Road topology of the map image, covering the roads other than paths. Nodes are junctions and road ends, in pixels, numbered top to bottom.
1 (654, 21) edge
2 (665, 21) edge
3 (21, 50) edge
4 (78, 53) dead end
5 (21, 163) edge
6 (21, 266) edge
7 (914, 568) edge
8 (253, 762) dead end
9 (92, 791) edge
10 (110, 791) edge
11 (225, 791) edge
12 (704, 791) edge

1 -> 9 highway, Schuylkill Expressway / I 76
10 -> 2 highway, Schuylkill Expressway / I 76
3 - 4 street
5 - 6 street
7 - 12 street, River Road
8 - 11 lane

----

» REQUIRED ACTION
An unaltered copy of the listing above must form the answer.

» REPLY TO THE EXERCISE
Road topology of the map image, covering the roads other than paths. Nodes are junctions and road ends, in pixels, numbered top to bottom.
1 (654, 21) edge
2 (665, 21) edge
3 (21, 50) edge
4 (78, 53) dead end
5 (21, 163) edge
6 (21, 266) edge
7 (914, 568) edge
8 (253, 762) dead end
9 (92, 791) edge
10 (110, 791) edge
11 (225, 791) edge
12 (704, 791) edge

1 -> 9 highway, Schuylkill Expressway / I 76
10 -> 2 highway, Schuylkill Expressway / I 76
3 - 4 street
5 - 6 street
7 - 12 street, River Road
8 - 11 lane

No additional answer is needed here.